Network-based modelling and percolation analysis of conformational dynamics and activation in the CDK2 and CDK4 proteins: dynamic and energetic polarization of the kinase lobes may determine divergence of the regulatory mechanisms
Abstract
The overarching goal of delineating molecular principles underlying differentiation of the activation mechanisms in cyclin-dependent kinases (CDKs) is important for understanding regulatory divergences among closely related kinases which can be exploited in drug discovery of targeted and allosteric inhibitors. To systematically characterize dynamic, energetic and network signatures of the activation mechanisms, we combined atomistic simulations and elastic network modeling with the analysis of the residue interaction networks and rigidity decomposition of the CDK2-cyclin A and CDK4-cyclin D1/D3 complexes.
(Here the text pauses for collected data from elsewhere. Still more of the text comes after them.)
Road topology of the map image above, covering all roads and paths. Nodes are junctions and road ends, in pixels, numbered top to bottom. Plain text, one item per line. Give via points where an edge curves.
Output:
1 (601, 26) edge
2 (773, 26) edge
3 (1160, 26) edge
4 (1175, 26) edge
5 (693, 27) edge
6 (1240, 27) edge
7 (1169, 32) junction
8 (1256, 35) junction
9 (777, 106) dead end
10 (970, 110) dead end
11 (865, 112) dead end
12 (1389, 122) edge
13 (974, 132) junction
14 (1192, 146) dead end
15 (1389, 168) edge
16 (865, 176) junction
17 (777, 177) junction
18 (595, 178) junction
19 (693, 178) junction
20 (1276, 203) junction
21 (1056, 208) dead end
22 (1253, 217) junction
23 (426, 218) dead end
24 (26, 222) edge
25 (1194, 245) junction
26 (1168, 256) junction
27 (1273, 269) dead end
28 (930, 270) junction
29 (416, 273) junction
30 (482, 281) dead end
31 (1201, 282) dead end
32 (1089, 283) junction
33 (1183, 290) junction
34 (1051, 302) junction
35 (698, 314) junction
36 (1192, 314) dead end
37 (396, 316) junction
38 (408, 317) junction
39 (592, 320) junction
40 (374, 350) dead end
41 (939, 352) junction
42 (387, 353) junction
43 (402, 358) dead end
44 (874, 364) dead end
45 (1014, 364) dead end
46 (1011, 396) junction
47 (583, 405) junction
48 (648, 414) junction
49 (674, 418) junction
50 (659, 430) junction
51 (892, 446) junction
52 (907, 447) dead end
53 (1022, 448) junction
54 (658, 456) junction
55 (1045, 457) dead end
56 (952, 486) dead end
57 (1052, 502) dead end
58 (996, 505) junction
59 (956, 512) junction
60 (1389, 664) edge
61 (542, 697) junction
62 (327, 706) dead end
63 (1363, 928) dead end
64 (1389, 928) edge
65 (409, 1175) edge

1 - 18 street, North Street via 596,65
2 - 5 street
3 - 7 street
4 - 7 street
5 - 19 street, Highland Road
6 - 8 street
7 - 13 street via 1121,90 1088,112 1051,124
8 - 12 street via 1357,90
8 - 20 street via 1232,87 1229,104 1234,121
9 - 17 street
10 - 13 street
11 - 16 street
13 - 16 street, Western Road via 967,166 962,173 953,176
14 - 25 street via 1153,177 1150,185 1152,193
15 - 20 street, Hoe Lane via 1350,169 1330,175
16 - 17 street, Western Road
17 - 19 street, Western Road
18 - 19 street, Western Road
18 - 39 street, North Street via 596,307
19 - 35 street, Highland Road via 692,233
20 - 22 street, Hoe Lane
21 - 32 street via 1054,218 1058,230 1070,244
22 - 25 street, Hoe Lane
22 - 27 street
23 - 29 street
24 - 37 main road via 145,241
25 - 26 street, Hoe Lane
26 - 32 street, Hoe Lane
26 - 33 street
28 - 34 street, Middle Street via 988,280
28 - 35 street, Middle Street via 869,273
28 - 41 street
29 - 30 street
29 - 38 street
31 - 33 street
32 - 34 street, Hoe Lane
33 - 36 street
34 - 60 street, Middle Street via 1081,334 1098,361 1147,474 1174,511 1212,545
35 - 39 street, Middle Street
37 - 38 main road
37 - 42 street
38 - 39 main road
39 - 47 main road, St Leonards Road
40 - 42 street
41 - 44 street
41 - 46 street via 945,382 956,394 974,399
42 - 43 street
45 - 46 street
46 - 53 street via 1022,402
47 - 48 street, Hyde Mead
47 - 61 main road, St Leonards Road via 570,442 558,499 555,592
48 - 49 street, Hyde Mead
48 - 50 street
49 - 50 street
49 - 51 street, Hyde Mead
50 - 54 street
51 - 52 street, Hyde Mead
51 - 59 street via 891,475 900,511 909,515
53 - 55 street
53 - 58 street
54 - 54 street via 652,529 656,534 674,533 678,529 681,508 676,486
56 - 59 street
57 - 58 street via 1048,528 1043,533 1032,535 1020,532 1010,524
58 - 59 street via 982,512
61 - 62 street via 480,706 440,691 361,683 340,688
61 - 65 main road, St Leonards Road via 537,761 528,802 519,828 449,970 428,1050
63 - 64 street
The results of this study show that divergences in the activation mechanisms of CDK2 and CDK4 may be determined by differences in stabilization and allosteric cooperativity of the regulatory regions. We show that differential stabilization of the kinase lobes in the CDK4-cyclin D complexes caused by the elevated mobility of the N-lobe residues can weaken allosteric interactions between regulatory regions and compromise cooperativity of the inter-lobe motions that is required to trigger activating transitions. Network modelling and percolation analysis were used to emulate thermal unfolding and perform decomposition of rigid and flexible regions in the CDK2 and CDK4 complexes. These simulations showed that the percolation phase transition in the CDK2-cyclin A complexes is highly cooperative and driven by allosteric coupling between functional regions from both kinase lobes. In contrast, the imbalances in the distribution of rigid and flexible regions for the CDK4-cyclin D complexes, which are manifested by the intrinsic instability of the N-lobe, may weaken allosteric interactions and preclude productive activation. The results of this integrative computational study offer a simple and robust network-based model that explains regulatory divergences between CDK2 and CDK4 kinases.